Peringati Hari Kartini, Puluhan Perempuan Bangsa Bagikan Takjil untuk Pengendara

Kader Perempuan Bangsa membagikan nasi boks kepada para pengendara yang melintas tepat di depan Kantor DPC PKB Kabupaten Magelang, Rabu (21/4/2021). - Ist/dok
21 April 2021 22:07 WIB Nina Atmasari News Share :

Harianjogja.com, MAGELANG – Hari Kartini pada tahun ini tiba di Bulan Ramadan.

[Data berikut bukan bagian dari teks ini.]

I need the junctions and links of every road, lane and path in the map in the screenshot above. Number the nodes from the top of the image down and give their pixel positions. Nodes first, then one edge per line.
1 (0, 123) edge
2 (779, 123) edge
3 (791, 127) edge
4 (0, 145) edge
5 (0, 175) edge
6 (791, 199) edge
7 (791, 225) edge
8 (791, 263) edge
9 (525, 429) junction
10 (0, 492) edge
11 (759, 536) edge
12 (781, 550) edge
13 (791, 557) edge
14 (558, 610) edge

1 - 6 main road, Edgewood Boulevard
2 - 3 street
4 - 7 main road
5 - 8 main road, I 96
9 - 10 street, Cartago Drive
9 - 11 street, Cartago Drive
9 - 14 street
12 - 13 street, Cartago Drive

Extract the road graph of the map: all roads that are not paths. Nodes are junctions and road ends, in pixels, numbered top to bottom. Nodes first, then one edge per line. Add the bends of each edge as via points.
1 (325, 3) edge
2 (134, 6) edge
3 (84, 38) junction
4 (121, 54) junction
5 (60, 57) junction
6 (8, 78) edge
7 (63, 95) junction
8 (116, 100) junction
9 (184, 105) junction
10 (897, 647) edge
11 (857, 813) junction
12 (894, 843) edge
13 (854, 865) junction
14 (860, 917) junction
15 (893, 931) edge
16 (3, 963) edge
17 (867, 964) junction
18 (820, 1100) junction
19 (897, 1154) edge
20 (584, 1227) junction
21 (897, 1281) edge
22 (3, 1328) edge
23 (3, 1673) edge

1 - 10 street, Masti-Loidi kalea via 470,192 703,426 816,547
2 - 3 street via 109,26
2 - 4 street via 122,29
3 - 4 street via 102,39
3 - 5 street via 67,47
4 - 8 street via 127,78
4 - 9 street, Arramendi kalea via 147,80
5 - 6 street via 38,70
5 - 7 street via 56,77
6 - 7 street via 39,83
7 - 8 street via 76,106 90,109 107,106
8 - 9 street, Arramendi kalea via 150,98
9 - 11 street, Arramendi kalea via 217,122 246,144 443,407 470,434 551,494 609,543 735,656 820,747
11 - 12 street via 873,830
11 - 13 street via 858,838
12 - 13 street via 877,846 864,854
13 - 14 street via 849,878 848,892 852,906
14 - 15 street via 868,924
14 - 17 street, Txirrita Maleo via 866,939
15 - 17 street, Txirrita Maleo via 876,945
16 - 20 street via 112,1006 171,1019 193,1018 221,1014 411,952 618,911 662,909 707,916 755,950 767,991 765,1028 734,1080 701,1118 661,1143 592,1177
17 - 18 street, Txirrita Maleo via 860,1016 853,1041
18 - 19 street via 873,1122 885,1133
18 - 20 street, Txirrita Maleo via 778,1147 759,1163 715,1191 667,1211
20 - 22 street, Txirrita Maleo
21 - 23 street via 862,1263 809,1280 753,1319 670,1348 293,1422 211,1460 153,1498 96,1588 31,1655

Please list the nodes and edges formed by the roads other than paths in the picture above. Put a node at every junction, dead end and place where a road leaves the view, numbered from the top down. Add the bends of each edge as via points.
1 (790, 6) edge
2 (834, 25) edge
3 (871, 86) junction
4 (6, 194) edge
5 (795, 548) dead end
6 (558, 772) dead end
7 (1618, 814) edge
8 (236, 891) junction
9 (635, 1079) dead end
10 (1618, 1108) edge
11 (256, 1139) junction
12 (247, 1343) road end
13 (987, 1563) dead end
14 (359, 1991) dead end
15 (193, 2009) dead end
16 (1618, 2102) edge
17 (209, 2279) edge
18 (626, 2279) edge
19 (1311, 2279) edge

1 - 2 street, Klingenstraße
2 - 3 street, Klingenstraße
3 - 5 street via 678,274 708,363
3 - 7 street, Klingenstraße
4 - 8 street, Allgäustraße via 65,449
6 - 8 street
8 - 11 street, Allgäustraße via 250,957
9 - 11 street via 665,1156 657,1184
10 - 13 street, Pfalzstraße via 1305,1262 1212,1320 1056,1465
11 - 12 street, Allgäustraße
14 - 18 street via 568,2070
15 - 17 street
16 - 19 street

Beragam cara dilakukan para perempuan untuk memperingati hari yang identik dengan emansipasi perempuan ini. Di Magelang, puluhan kader Perempuan Bangsa DPC Partai Kebangkitan Bangsa (PKB) Kabupaten Magelang, membagikan 1000 nasi boks.

Pembagian nasi boks dilakukan Rabu (21/4/2021), sore hari, menjelang waktu berbuka puasa. “Kami juga sekaligus menyemarakkan Bulan Ramadan, jadi membagikan makanan agar bisa digunakan untuk takjil buka puasa,” kata Ketua DPC Perempuan Bangsa PKB Kabupaten Magelang, Hibatun Wafiroh, usai kegiatan.

Ia menyebutkan takjil itu dibagikan kepada para pengendara yang melintas tepat di depan Kantor DPC PKB setempat. Sebanyak 1.000 nasi boks ini terealisasi berkat kerjasama dengan para kader perempuan bangsa dibantu DPC PKB.

Baca juga: Sinetron Ikatan Cinta Pecahkan Rekor Dunia, Kemenparekraf Beri Penghargaan

"Alhamdulillah, hari ini terkumpul 1.000 nasi boks. Ini berkat kerjasama para kader Perempuan Bangsa dan DPC PKB Kabupaten Magelang. Kegiatan ini juga bertujuan untuk mengajak masyarakat agar tetap semangat dan berjuang bersama-sama serta saling berbagi, ditengah pandemi Covid-19," ungkap Wafiroh.

Wafiroh yang juga anggota DPRD Kabupaten Magelang itu menambahkan kegiatan oleh para kader perempuan bangsa PKB ini, serentak dilakukan di seluruh Indonesia tepat saat memperingati Hari Kartini, dengan tema Berbagi Satu Juta Takjil untuk Indonesia.

Baca juga: Tambang Ilegal di Muara Opak Berhenti, Muncul Lagi di Sebelah Timur

Selain kegiatan ini, ia berharap ke depan akan terus berjuang bersama-sama para kader perempuan bangsa di Kabupaten Magelang, agar kuota 30 persen kursi DPRD Kabupaten Magelang bisa terpenuhi. Untuk saat ini, dari 50 kursi baru ada 7 kursi yang diisi perempuan. Padahal sesuai kuota 30 persen itu, paling tidak ada 15 kursi atau kurang 8 kursi lagi untuk diisi kader perempuan.

Upaya menarik minat perempuan untuk terjun ke politik akan dikemas dalam aktivitas hobi, seperti senam bersama, workshop, pengajian selapanan, kegiatan-kegiatan sosial, dan membentuk posko KDRT di Kantor DPC PKB.

“Beberapa kegiatan ini, endingnya adalah mengajak perempuan untuk terjun ke politik. Syukur dapat menambah kursi perempuan di DPRD Kabupaten Magelang dari PKB, agar memenuhi kuota 30 persen," katanya.